今回のLink MEは特別編として経済コラム「先週の円ドルレート」を掲載します。日末値変化で見た2024年2月第3週最終取引日2月16日(金)から2月第4週最終取引日2月22日(木)の円ドルレート変動の原因を、東京外国為替市場の日次データを用い、日経新聞電子版マーケット欄為替・金融記事に基づき解説します。
日次とは、1日ごとのデータであることをそれぞれ意味しています。東京外国為替市場の日次データは、午後5時の取引終了時点での円ドルレート終値となります。円ドルレート終値は、1ドル=123.35円~123.45円のように幅で表示されます。幅ではなく1つの数字で表示する場合は、1ドル= 123.35円と小さい数値、円高・ドル安の数値が使用されます。
グラフには2024年2月16日(金)~2月22日(木)までの日次データが青の折れ線で記載されています。縦軸の円ドルレートの数値が北(南)方向へ行くほど小さ(大き)くなるように、言い換えると円高・ドル安(円安・ドル高)になるように、描かれています。2024年2月16日(金)の円ドルレートは1ドル=150.23円、2月22日(木) 150. 12円なので、2024年2月16日(金)~2月22日(木)1週間の円ドルレートの変動は0. 11円の円高・ドル安であったことが、グラフから読み取れます。

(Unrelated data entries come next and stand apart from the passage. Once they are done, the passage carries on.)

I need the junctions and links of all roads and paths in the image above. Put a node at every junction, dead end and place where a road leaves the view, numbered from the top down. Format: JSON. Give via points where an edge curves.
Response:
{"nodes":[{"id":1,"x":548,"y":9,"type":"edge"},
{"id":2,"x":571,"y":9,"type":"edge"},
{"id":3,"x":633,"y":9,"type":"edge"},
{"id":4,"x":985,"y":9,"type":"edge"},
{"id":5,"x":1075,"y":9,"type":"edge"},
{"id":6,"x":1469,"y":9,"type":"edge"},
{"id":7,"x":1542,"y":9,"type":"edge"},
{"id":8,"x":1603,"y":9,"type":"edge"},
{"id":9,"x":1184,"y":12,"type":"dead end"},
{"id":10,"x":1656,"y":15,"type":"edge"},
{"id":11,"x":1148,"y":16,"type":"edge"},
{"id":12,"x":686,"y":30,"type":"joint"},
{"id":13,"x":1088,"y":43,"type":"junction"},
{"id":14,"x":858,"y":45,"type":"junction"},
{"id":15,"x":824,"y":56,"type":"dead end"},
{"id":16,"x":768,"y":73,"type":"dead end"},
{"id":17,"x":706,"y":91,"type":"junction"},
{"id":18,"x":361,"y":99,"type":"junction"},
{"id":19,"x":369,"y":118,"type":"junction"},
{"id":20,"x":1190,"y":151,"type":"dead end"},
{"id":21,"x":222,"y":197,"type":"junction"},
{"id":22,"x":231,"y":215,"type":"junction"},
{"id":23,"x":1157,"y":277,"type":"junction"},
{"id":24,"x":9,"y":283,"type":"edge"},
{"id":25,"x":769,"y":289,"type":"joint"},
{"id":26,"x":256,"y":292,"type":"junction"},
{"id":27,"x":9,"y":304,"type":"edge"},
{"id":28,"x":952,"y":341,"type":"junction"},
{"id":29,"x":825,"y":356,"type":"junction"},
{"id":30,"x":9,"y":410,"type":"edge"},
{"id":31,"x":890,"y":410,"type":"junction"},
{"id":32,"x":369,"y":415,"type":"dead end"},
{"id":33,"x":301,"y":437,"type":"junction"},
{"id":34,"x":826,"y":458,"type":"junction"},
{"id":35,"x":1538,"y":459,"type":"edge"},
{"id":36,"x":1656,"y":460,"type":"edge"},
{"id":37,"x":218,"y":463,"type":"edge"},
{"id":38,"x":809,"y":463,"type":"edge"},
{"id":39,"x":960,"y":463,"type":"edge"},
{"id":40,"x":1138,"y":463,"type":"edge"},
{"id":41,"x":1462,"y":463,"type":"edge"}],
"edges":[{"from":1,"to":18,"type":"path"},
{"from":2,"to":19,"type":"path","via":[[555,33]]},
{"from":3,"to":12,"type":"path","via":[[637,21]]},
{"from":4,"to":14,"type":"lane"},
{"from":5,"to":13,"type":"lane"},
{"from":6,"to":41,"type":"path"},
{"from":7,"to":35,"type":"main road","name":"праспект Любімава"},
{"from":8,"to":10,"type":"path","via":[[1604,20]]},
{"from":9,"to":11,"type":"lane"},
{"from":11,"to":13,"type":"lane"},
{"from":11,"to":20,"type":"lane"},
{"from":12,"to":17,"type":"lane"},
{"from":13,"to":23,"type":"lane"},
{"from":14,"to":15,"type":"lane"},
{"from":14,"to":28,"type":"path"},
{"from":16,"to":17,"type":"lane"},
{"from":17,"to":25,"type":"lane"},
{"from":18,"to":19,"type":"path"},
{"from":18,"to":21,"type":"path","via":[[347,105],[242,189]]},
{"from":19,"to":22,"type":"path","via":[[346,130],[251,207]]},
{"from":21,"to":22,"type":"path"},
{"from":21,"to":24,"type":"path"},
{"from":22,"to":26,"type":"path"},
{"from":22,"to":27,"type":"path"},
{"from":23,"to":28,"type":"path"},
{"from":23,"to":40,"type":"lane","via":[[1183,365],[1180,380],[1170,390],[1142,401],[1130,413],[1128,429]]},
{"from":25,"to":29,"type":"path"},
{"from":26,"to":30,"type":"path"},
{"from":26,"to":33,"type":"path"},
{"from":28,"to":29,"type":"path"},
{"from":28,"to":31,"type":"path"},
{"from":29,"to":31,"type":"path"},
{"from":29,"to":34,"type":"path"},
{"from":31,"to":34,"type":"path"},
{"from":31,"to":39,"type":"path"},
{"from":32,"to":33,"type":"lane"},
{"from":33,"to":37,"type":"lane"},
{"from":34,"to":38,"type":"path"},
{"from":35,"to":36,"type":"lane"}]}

2024年2月19日(月)・21日(水) ・22日(木)が前週末比並びに前日比各0.26、0.21、0.02円の円高・ドル安となった一方で、20日(火)が前日比0.38円の円安・ドル高となったことが、グラフから読み取れます。その結果、2024年先月末1月31日(水)終値147.65円と比べると、2024年2月第3週最終取引日2月22日(木)は2.47円の円安・ドル高となりました。なお、2月23日(金)は天皇誕生日の祝日による取引休業日です。
途中の行き過ぎた円高・ドル安や円安・ドル高に戻った日を以下のように除外して、傾向線を求めます。2024年2月16日(金)150.23円から2月22日(木) 150.12円までの変動範囲の中で、2024年2月16日(金)150.23円より円高・ドル安となる最初の取引日、次にその日より円高・ドル安となる日、2月22日(木)150.12円までそのような手順を繰り返すと、2024年2月21日(水)150.14円のみが該当することを、グラフより読み取れます。したがって、2024年2月16日(金)150.23円、21日(水)150.14円と2024年2月第4週最終取引日である22日(木)150. 12円を結ぶ薄茶色のグラフが傾向線となります。

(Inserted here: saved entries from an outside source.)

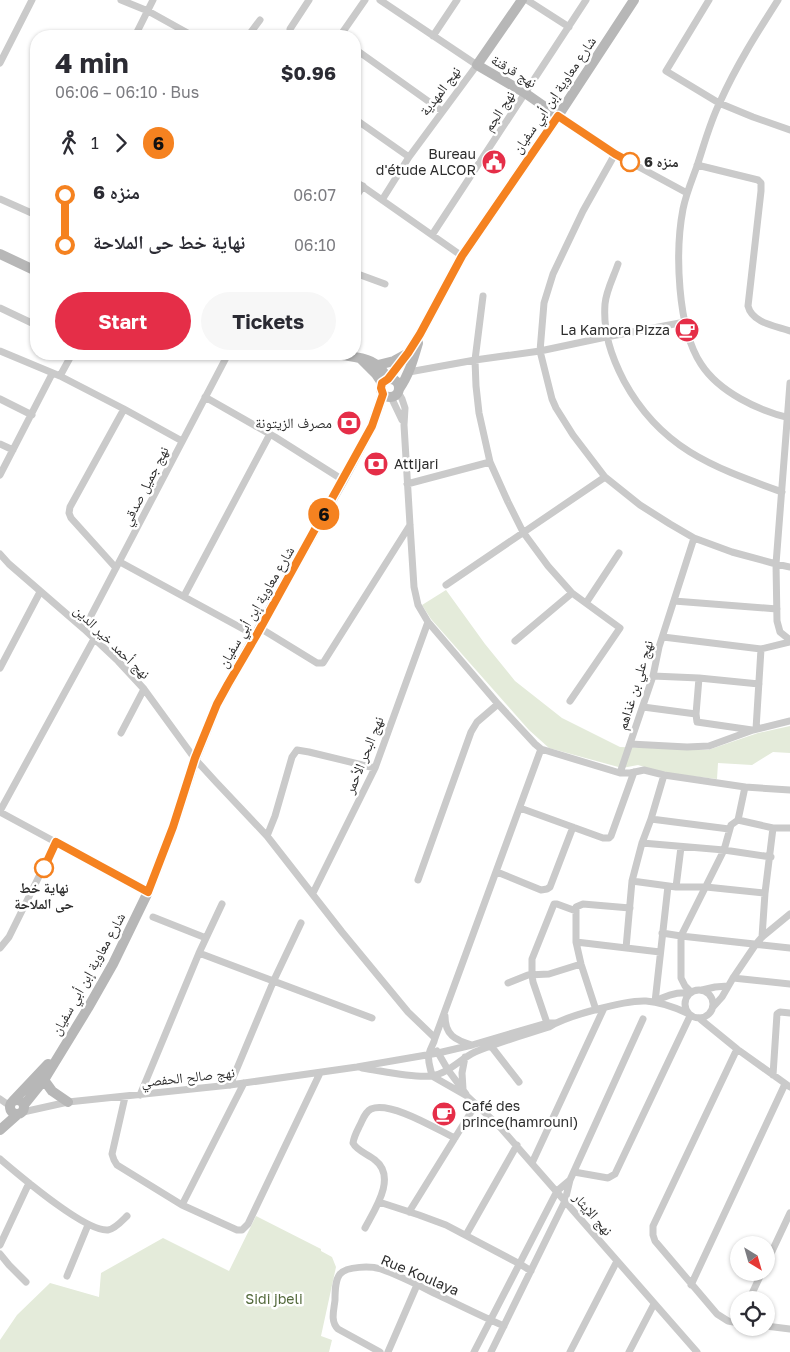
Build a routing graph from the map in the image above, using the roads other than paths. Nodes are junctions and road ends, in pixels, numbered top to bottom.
1 (32, 0) edge
2 (121, 0) edge
3 (153, 0) edge
4 (309, 0) edge
5 (365, 0) edge
6 (380, 0) edge
7 (457, 0) edge
8 (522, 0) edge
9 (527, 0) edge
10 (586, 0) edge
11 (634, 0) edge
12 (709, 0) edge
13 (778, 0) edge
14 (148, 11) junction
15 (260, 20) dead end
16 (569, 27) junction
17 (138, 30) edge
18 (182, 30) edge
19 (252, 30) edge
20 (290, 30) edge
21 (344, 30) edge
22 (433, 36) junction
23 (361, 53) edge
24 (0, 63) edge
25 (477, 65) junction
26 (525, 93) junction
27 (719, 103) junction
28 (442, 111) junction
29 (558, 116) junction
30 (361, 123) edge
31 (790, 130) edge
32 (615, 154) junction
33 (409, 157) junction
34 (698, 164) junction
35 (363, 186) joint
36 (361, 189) edge
37 (687, 193) junction
38 (0, 199) edge
39 (382, 200) junction
40 (30, 213) edge
41 (432, 235) junction
42 (0, 254) edge
43 (462, 256) junction
44 (618, 264) dead end
45 (30, 265) edge
46 (361, 275) edge
47 (385, 284) dead end
48 (483, 296) dead end
49 (0, 308) edge
50 (30, 322) edge
51 (685, 322) junction
52 (790, 331) edge
53 (420, 334) junction
54 (606, 336) junction
55 (0, 351) edge
56 (540, 351) junction
57 (408, 353) junction
58 (361, 359) joint
59 (69, 360) edge
60 (225, 360) edge
61 (475, 360) junction
62 (378, 365) junction
63 (409, 372) junction
64 (52, 374) junction
65 (60, 376) junction
66 (790, 383) edge
67 (390, 389) junction
68 (205, 397) junction
69 (0, 399) edge
70 (124, 409) junction
71 (32, 414) junction
72 (789, 418) edge
73 (270, 434) junction
74 (182, 441) junction
75 (0, 444) edge
76 (13, 450) junction
77 (490, 462) junction
78 (0, 475) edge
79 (605, 477) junction
80 (343, 480) junction
81 (407, 484) junction
82 (782, 492) junction
83 (410, 525) junction
84 (523, 532) junction
85 (694, 538) junction
86 (619, 553) dead end
87 (0, 554) edge
88 (776, 564) junction
89 (118, 565) junction
90 (790, 567) edge
91 (446, 585) dead end
92 (40, 592) junction
93 (572, 593) junction
94 (184, 596) junction
95 (674, 600) junction
96 (586, 603) junction
97 (777, 608) junction
98 (428, 622) junction
99 (84, 629) junction
100 (258, 632) junction
101 (663, 637) junction
102 (94, 639) junction
103 (515, 641) dead end
104 (790, 641) edge
105 (761, 649) junction
106 (0, 667) edge
107 (653, 676) junction
108 (699, 678) junction
109 (758, 684) junction
110 (144, 690) junction
111 (570, 701) dead end
112 (498, 704) junction
113 (643, 707) junction
114 (696, 714) junction
115 (790, 717) edge
116 (790, 721) edge
117 (754, 730) junction
118 (121, 733) dead end
119 (630, 744) junction
120 (541, 749) junction
121 (195, 758) junction
122 (375, 768) junction
123 (620, 772) junction
124 (634, 772) junction
125 (664, 775) junction
126 (745, 788) junction
127 (790, 790) edge
128 (520, 808) junction
129 (0, 812) edge
130 (651, 819) junction
131 (738, 820) junction
132 (573, 827) junction
133 (729, 828) junction
134 (773, 828) junction
135 (790, 828) edge
136 (267, 836) junction
137 (56, 842) junction
138 (642, 843) junction
139 (681, 847) junction
140 (724, 850) junction
141 (770, 857) junction
142 (496, 872) junction
143 (418, 880) dead end
144 (632, 881) junction
145 (668, 886) junction
146 (676, 887) junction
147 (706, 887) junction
148 (148, 892) junction
149 (313, 893) junction
150 (765, 893) junction
151 (222, 904) dead end
152 (630, 908) junction
153 (576, 911) junction
154 (790, 914) edge
155 (153, 917) dead end
156 (301, 923) dead end
157 (662, 933) junction
158 (681, 936) junction
159 (762, 937) junction
160 (206, 938) junction
161 (576, 942) junction
162 (756, 944) junction
163 (0, 948) edge
164 (626, 948) junction
165 (790, 948) edge
166 (660, 952) junction
167 (199, 953) junction
168 (581, 964) junction
169 (532, 975) junction
170 (733, 978) junction
171 (274, 980) junction
172 (508, 983) dead end
173 (790, 984) edge
174 (728, 986) junction
175 (702, 990) junction
176 (690, 993) junction
177 (655, 1002) junction
178 (713, 1007) junction
179 (600, 1009) junction
180 (445, 1012) junction
181 (790, 1013) edge
182 (689, 1014) junction
183 (372, 1018) dead end
184 (642, 1018) dead end
185 (699, 1018) junction
186 (550, 1024) junction
187 (435, 1040) junction
188 (472, 1045) junction
189 (491, 1046) junction
190 (61, 1050) junction
191 (737, 1050) junction
192 (438, 1053) junction
193 (428, 1054) junction
194 (465, 1057) junction
195 (357, 1067) junction
196 (448, 1070) junction
197 (320, 1073) junction
198 (773, 1075) junction
199 (432, 1076) junction
200 (44, 1080) junction
201 (519, 1082) dead end
202 (244, 1084) junction
203 (230, 1085) junction
204 (788, 1086) edge
205 (463, 1089) junction
206 (140, 1095) junction
207 (467, 1096) junction
208 (124, 1097) junction
209 (0, 1099) edge
210 (68, 1102) junction
211 (476, 1104) junction
212 (16, 1108) junction
213 (0, 1123) edge
214 (0, 1130) edge
215 (455, 1138) junction
216 (517, 1145) junction
217 (0, 1158) edge
218 (532, 1163) junction
219 (574, 1172) junction
220 (570, 1180) junction
221 (28, 1182) junction
222 (557, 1191) junction
223 (565, 1201) junction
224 (379, 1202) junction
225 (182, 1205) junction
226 (409, 1212) junction
227 (790, 1213) edge
228 (127, 1216) dead end
229 (88, 1225) junction
230 (365, 1228) dead end
231 (466, 1235) junction
232 (0, 1245) edge
233 (775, 1245) edge
234 (0, 1254) edge
235 (617, 1260) junction
236 (520, 1264) junction
237 (531, 1271) junction
238 (67, 1276) dead end
239 (26, 1282) dead end
240 (417, 1285) junction
241 (691, 1285) junction
242 (654, 1304) junction
243 (490, 1320) junction
244 (730, 1321) edge
245 (504, 1326) junction
246 (775, 1327) edge
247 (790, 1329) edge
248 (380, 1352) edge
249 (388, 1352) edge
250 (474, 1352) edge
251 (491, 1352) edge
252 (570, 1352) edge
253 (629, 1352) edge
254 (696, 1352) edge

1 - 24 street
2 - 14 street
3 - 14 street
4 - 20 street
5 - 21 street
6 - 22 street, نهج قرقنة
7 - 22 street
8 - 25 main road, نهج المهدية
9 - 16 street
10 - 16 street, نهج الجم
11 - 29 main road, شارع معاوية إبن أبي سفيان
12 - 27 street
13 - 27 street
14 - 17 street
14 - 18 street
15 - 19 street
16 - 26 street, نهج الجم
22 - 25 street, نهج قرقنة
23 - 28 street
25 - 26 main road, نهج قرقنة
25 - 28 street, نهج المهدية
26 - 29 main road, نهج قرقنة
26 - 41 street, نهج الجم
27 - 31 street
27 - 34 street
28 - 33 street, نهج المهدية
29 - 32 street, نهج قرقنة
29 - 43 main road, شارع معاوية إبن أبي سفيان
30 - 33 street
32 - 37 street, نهج قرقنة
32 - 56 street
33 - 39 street, نهج المهدية
34 - 37 street
34 - 52 street
35 - 36 street
35 - 39 street
37 - 51 street
38 - 40 street
39 - 41 street
41 - 43 street
42 - 45 main road
43 - 53 main road, شارع معاوية إبن أبي سفيان
44 - 54 street
46 - 47 street
48 - 61 street
49 - 50 street
51 - 54 street
51 - 72 street
53 - 57 main road, شارع معاوية إبن أبي سفيان
53 - 63 main road, شارع معاوية إبن أبي سفيان
54 - 56 street
54 - 82 street
55 - 64 street
56 - 61 street
56 - 79 street
57 - 62 main road
57 - 67 main road, شارع معاوية إبن أبي سفيان
58 - 62 main road
58 - 67 main road
59 - 65 street
60 - 68 street, نهج جميل صدقي
61 - 63 street
61 - 77 street
62 - 67 main road
63 - 67 main road, شارع معاوية إبن أبي سفيان
64 - 65 street
64 - 71 street
65 - 70 street
66 - 72 street
67 - 80 main road, شارع معاوية إبن أبي سفيان
67 - 81 street
68 - 73 street
68 - 74 street, نهج جميل صدقي
69 - 71 street
70 - 74 street
70 - 89 street
71 - 76 street
72 - 82 street
73 - 80 street
73 - 94 street
74 - 89 street, نهج جميل صدقي
75 - 76 street
76 - 78 street
77 - 81 street
77 - 84 street
79 - 84 street
79 - 85 street
80 - 100 main road, شارع معاوية إبن أبي سفيان
81 - 83 street
82 - 88 street
83 - 98 street
83 - 100 street
84 - 91 street
84 - 93 street
85 - 88 street
85 - 95 street, نهج علي بن غذاهم
86 - 96 street
87 - 92 street, نهج أحمد خير الدين
88 - 90 street
88 - 97 street
89 - 94 street
89 - 99 street, نهج جميل صدقي
92 - 99 street, نهج أحمد خير الدين
92 - 106 street
93 - 96 street
93 - 103 street
94 - 100 street
95 - 97 street
95 - 101 street, نهج علي بن غذاهم
96 - 111 street
97 - 104 street
98 - 112 street
98 - 122 street, نهج البحر الأحمر
99 - 102 street, نهج أحمد خير الدين
100 - 121 main road, شارع معاوية إبن أبي سفيان
101 - 105 street
101 - 107 street, نهج علي بن غذاهم
102 - 110 street, نهج أحمد خير الدين
102 - 129 street
104 - 105 street
105 - 109 street
107 - 108 street
107 - 113 street, نهج علي بن غذاهم
108 - 109 street
108 - 114 street
109 - 117 street
110 - 118 street
110 - 121 street, نهج أحمد خير الدين
112 - 120 street
112 - 143 street
113 - 114 street
113 - 119 street, نهج علي بن غذاهم
114 - 117 street
115 - 116 street
116 - 117 street
117 - 119 street, نهج علي بن غذاهم
119 - 123 street
120 - 123 street
120 - 128 street
121 - 136 street, نهج أحمد خير الدين
121 - 148 main road, شارع معاوية إبن أبي سفيان
122 - 136 street
122 - 149 street, نهج البحر الأحمر
123 - 124 street
124 - 125 street
124 - 132 street
125 - 126 street
125 - 130 street
126 - 127 street
126 - 131 street
128 - 132 street
128 - 142 street
129 - 137 street
130 - 133 street
130 - 138 street
131 - 133 street
131 - 134 street
132 - 142 street
133 - 140 street
134 - 135 street
134 - 141 street
136 - 149 street, نهج أحمد خير الدين
137 - 148 street
137 - 163 street
138 - 139 street
138 - 144 street
139 - 140 street
139 - 146 street
140 - 141 street
140 - 147 street
141 - 150 street
142 - 180 street
144 - 145 street
144 - 152 street
145 - 146 street
145 - 157 street
146 - 147 street
147 - 150 street
147 - 158 street
148 - 190 main road, شارع معاوية إبن أبي سفيان
149 - 187 street, نهج أحمد خير الدين
150 - 159 street
151 - 160 street
152 - 153 street
152 - 164 street
153 - 161 street
153 - 169 street
154 - 159 street
155 - 160 street
156 - 171 street
157 - 158 street
157 - 166 street
158 - 162 street
158 - 176 street
159 - 162 street
160 - 167 street
161 - 164 street
161 - 168 street
162 - 165 street
162 - 170 street
164 - 166 street
166 - 177 street
167 - 171 street
167 - 206 street
168 - 169 street
168 - 179 street
169 - 172 street
169 - 186 street
170 - 173 street
170 - 174 street
171 - 183 street
171 - 203 street
174 - 175 street
174 - 178 street
175 - 176 street
175 - 178 street
176 - 177 street
176 - 182 street
177 - 179 street
177 - 182 street
178 - 185 street
179 - 186 street
179 - 218 street
180 - 187 street
180 - 188 street
181 - 198 street
182 - 185 street
182 - 219 street
184 - 219 street
185 - 191 street
186 - 188 street, نهج صالح الحفصي
186 - 189 street, نهج صالح الحفصي
187 - 192 street
187 - 193 street
188 - 192 street, نهج صالح الحفصي
189 - 194 street, نهج صالح الحفصي
189 - 201 street
190 - 200 main road, شارع معاوية إبن أبي سفيان
190 - 212 main road, شارع معاوية إبن أبي سفيان
191 - 198 street
191 - 241 street
192 - 193 street, نهج صالح الحفصي
192 - 196 street
193 - 195 street, نهج صالح الحفصي
193 - 199 street
194 - 196 street, نهج صالح الحفصي
194 - 205 street
195 - 197 street, نهج صالح الحفصي
195 - 199 street, نهج صالح الحفصي
196 - 199 street, نهج صالح الحفصي
196 - 205 street
197 - 202 street, نهج صالح الحفصي
197 - 225 street
198 - 204 street
199 - 207 street
200 - 210 main road
200 - 212 main road, شارع معاوية إبن أبي سفيان
202 - 203 street, نهج صالح الحفصي
202 - 225 street
203 - 206 street, نهج صالح الحفصي
204 - 241 street
205 - 207 street
206 - 208 street, نهج صالح الحفصي
207 - 211 street, نهج الإيثار
208 - 210 street, نهج صالح الحفصي
208 - 225 street
209 - 212 street
210 - 212 street, نهج صالح الحفصي
211 - 215 street
211 - 216 street, نهج الإيثار
212 - 213 main road, شارع معاوية إبن أبي سفيان
212 - 214 main road, شارع معاوية إبن أبي سفيان
215 - 224 street
215 - 226 street
216 - 218 street, نهج الإيثار
216 - 231 street
217 - 221 street
218 - 222 street, نهج الإيثار
219 - 220 street
220 - 222 street
220 - 223 street
221 - 229 street
221 - 232 street
222 - 223 street, نهج الإيثار
222 - 236 street
223 - 235 street, نهج الإيثار
223 - 237 street
224 - 226 street
224 - 230 street
226 - 231 street
227 - 233 street
228 - 229 street
229 - 238 street
231 - 236 street
234 - 239 street
235 - 242 street, نهج الإيثار
235 - 252 street
236 - 237 street
236 - 243 street
237 - 245 street
240 - 243 street, Rue Koulaya
240 - 248 street, Rue Koulaya
240 - 249 street
241 - 244 street
242 - 253 street
242 - 254 street, نهج الإيثار
243 - 245 street, Rue Koulaya
243 - 250 street
245 - 251 street
246 - 247 street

2024年2月第3週最終取引日2月16日(金)150.23円から、いわば一直線で2月第4週最終取引日である2月22日(木)に0.11円の円高・ドル安となったと想定したのが、傾向線です。
2024年2月第4週の円ドルレートは、週明け後円高・ドル安でスタート、その後円安・ドル高へ転換、そして再度円高・ドル安へ回帰、取引最終日にも微かな円高・ドル安が持続し、最終的にはスタート時点の円ドルレートを僅か0.11円上回る円高・ドル安で終わる、円高・ドル安と円安・ドル高が拮抗した循環的変動となりました。このような傾向線の背後にある0.11円の円高・ドル安の原因を、日経新聞電子版マーケット欄為替・金融記事に基づき検討すると、以下のようになります。
第1は、1月米景気先行指標総合指数は前月比0.4%低下とダウ・ジョーンズ通信がまとめた市場予想(0.3%低下)以上に悪化し、米経済が減速しているとの見方に基づき米国債が買われて米長期金利が低下したのを受け、日米金利差縮小を意識した円買い・ドル売りが入ったことです。
第2は、植田和男日銀総裁は衆院予算委員会で「今はインフレかデフレか」と問われ、デフレではなくインフレの状態にあるとの見解を示したので、日銀が近く金融政策正常化に動くとの観測や持ち高調整目的の円買い・ドル売りは円相場を支えたことです。